START Records for the exercise
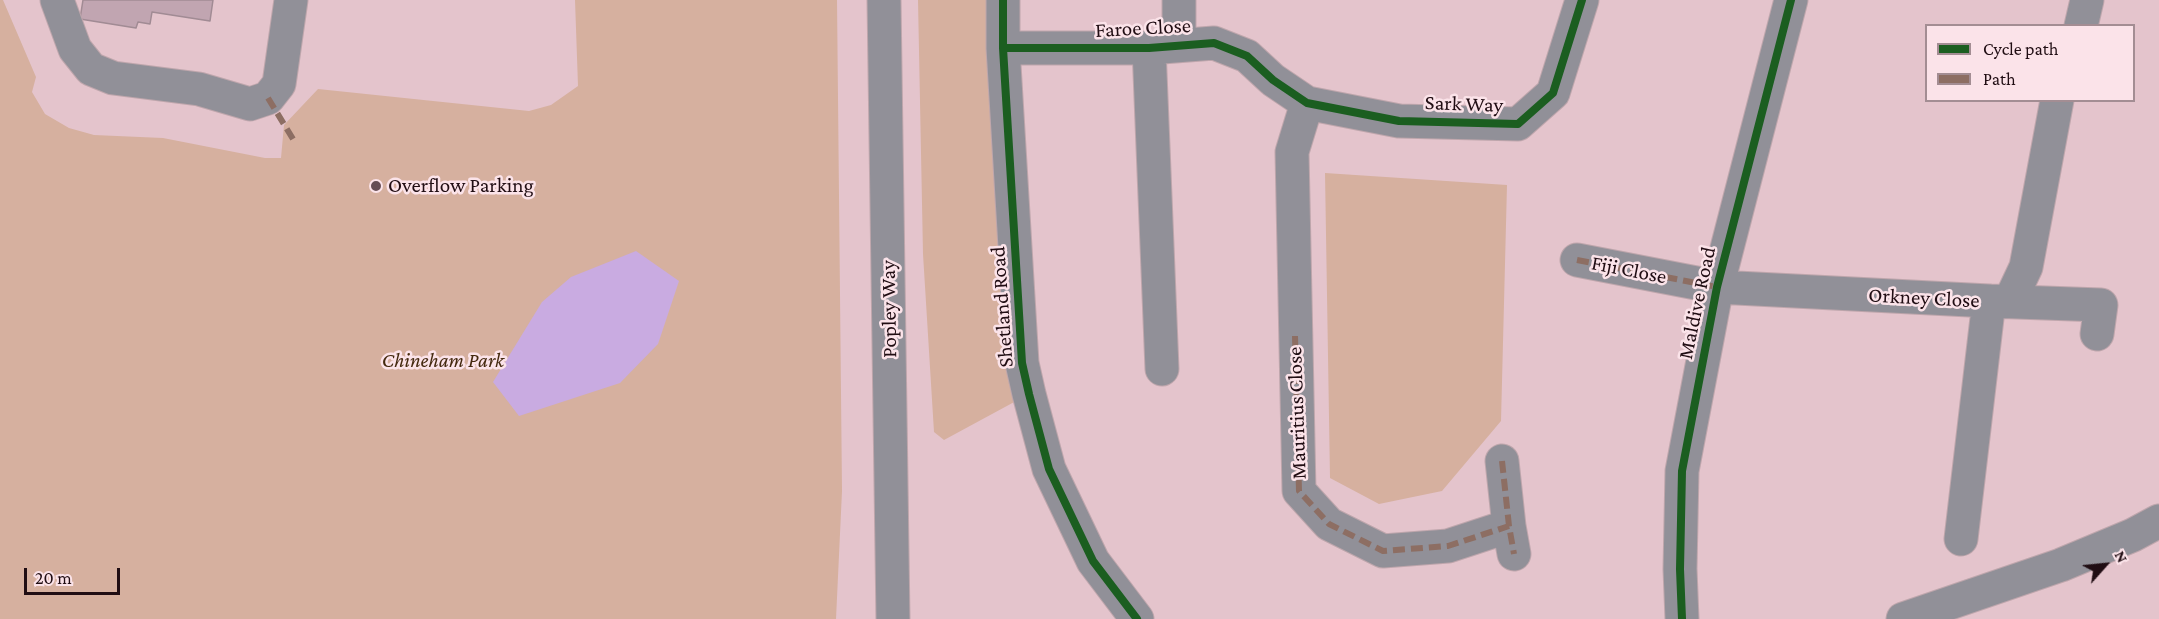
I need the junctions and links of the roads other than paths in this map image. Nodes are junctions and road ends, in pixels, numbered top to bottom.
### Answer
1 (57, 0) edge
2 (291, 0) edge
3 (884, 0) edge
4 (1003, 0) edge
5 (1179, 0) edge
6 (1581, 0) edge
7 (1791, 0) edge
8 (2087, 0) edge
9 (2081, 24) edge
10 (1164, 46) junction
11 (1003, 48) junction
12 (1273, 80) joint
13 (2057, 102) edge
14 (1306, 103) junction
15 (1576, 260) dead end
16 (1717, 287) junction
17 (1999, 301) junction
18 (2097, 334) dead end
19 (1162, 369) dead end
20 (1502, 460) dead end
21 (2159, 521) edge
22 (1961, 538) dead end
23 (893, 541) junction
24 (893, 619) edge
25 (913, 619) edge
26 (1137, 619) edge
27 (1682, 619) edge
28 (1903, 619) edge

1 - 2 street
3 - 23 street, Popley Way
4 - 11 street, Shetland Road
5 - 10 street, Faroe Close
6 - 14 street, Sark Way
7 - 16 street, Maldive Road
8 - 9 street
10 - 11 street, Faroe Close
10 - 12 street, Faroe Close
10 - 19 street, Faroe Close
11 - 26 street, Shetland Road
12 - 14 street, Sark Way
13 - 17 street
14 - 20 street, Mauritius Close
15 - 16 street, Fiji Close
16 - 17 street, Orkney Close
16 - 27 street, Maldive Road
17 - 18 street, Orkney Close
17 - 22 street
21 - 28 street
23 - 24 street, Popley Way
23 - 25 street

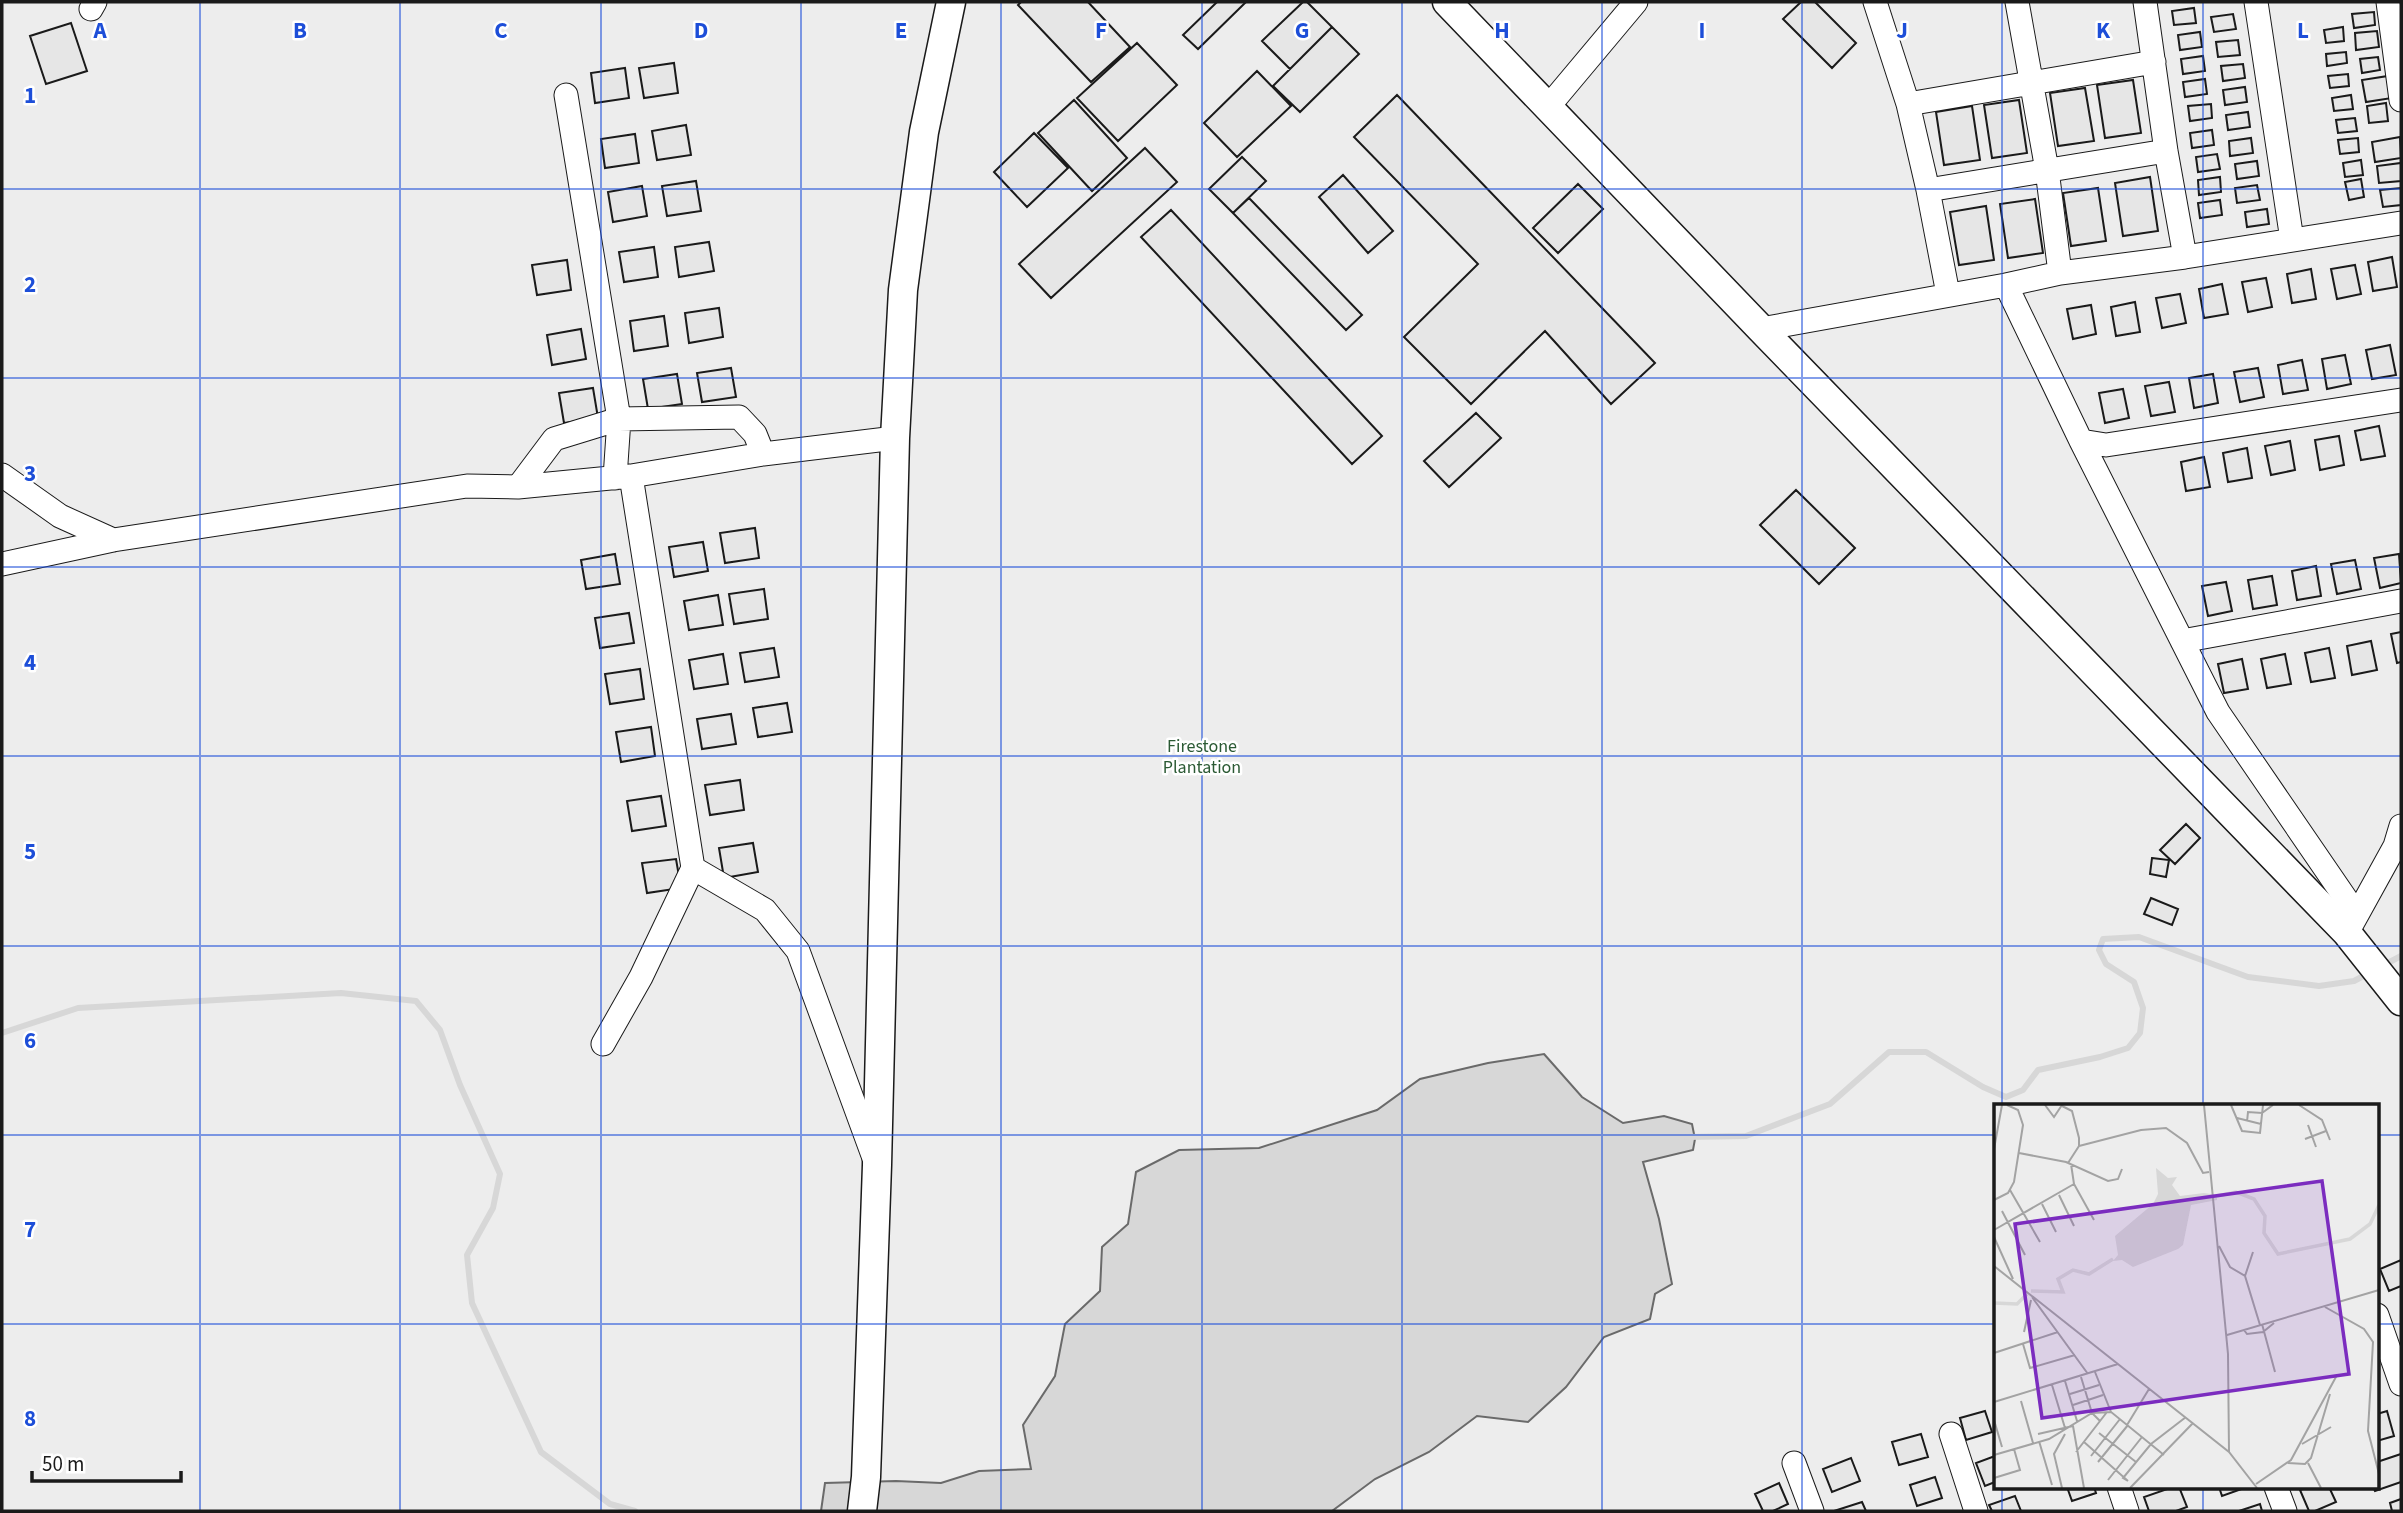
END Records for the exercise
* _Problem statement_
Find the word "Orkney" in the entries above. Copy every line that has it.

* _Written solution_
16 - 17 street, Orkney Close
17 - 18 street, Orkney Close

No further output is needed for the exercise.